• # question_answer A small compass needle of magnetic moment M and moment of inertia I is free to oscillate in a magnetic field B. It is slightly disturbed from its equilibrium position and then released. Show that it executes simple harmonic motion. Hence, write the expression for its time-period.

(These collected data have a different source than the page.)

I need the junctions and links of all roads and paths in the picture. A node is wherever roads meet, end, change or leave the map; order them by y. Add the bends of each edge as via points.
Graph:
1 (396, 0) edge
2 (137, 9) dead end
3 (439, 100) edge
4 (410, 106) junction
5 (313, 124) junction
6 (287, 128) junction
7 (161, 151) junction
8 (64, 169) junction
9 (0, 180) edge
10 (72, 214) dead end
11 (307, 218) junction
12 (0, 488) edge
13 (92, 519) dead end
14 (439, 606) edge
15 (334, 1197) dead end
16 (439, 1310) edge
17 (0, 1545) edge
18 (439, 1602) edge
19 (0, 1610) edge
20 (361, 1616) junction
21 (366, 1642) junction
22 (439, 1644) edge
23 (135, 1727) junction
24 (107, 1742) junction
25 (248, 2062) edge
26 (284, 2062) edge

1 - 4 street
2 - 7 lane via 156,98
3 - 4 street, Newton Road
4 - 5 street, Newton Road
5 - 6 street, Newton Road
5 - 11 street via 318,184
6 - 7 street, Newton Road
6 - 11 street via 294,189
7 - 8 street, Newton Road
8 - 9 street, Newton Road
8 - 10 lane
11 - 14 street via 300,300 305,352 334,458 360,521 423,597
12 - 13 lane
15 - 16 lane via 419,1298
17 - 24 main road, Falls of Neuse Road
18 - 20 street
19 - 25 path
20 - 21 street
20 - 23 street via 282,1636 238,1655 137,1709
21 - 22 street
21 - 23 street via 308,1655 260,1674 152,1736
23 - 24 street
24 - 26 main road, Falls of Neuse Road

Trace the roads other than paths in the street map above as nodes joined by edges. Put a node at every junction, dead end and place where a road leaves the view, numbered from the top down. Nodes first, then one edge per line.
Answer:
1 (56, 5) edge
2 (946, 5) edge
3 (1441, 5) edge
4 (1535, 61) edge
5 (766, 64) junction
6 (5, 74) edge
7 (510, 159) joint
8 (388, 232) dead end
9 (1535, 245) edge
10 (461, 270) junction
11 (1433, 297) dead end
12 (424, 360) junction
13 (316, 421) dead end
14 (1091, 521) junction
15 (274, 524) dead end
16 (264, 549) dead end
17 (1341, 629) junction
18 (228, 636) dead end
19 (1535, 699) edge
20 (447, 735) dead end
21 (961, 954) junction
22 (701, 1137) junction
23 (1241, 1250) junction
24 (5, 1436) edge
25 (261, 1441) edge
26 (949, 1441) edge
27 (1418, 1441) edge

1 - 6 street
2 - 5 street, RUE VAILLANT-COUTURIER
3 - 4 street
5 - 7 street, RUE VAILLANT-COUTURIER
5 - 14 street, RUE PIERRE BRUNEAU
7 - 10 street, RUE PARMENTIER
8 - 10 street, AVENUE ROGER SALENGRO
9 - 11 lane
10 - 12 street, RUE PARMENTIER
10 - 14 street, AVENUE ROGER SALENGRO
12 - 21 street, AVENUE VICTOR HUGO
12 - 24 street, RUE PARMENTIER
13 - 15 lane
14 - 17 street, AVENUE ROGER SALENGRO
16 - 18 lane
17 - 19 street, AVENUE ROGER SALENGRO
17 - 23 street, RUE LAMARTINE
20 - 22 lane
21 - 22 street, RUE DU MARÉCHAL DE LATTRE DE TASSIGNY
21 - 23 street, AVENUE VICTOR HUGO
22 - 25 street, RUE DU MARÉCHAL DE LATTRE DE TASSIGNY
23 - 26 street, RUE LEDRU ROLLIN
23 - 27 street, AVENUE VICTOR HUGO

As, the needle is displaced from its equilibrium position the torque will try to bring it back in equilibrium position. Hence, acceleration will be related with negative of angular displacement. When compass needle of magnetic moment M and moment of inertia I is slightly disturbed by an angle $\theta$ from the mean position of equilibrium. Then, restoring torque begins to act on the needle which try to bring the needle back to its mean position which is given by $\tau =-MB\sin \theta .$ Since, $\theta$ is small. So, $\sin \theta \approx \theta$ $\therefore$      $\tau =-MB\,\theta$ but $\tau =I\alpha$ where,   $\alpha$= angular acceleration M = magnetic moment of dipole $\Rightarrow$   $I\alpha =-MB\,\theta$ $\Rightarrow \alpha =-\left( \frac{MB}{I} \right)\theta$ $\therefore$      $\alpha \propto -\theta$ $\Rightarrow$   Angular acceleration $\propto -$ (angular displacement) $\Rightarrow$   Therefore, needle executed SHM. Hence, the time-period $T=\frac{2\pi }{\omega }=\frac{2\pi }{\sqrt{\frac{MB}{I}}}$ or $T=2\pi \sqrt{\frac{I}{MB}}$ This is the required expression.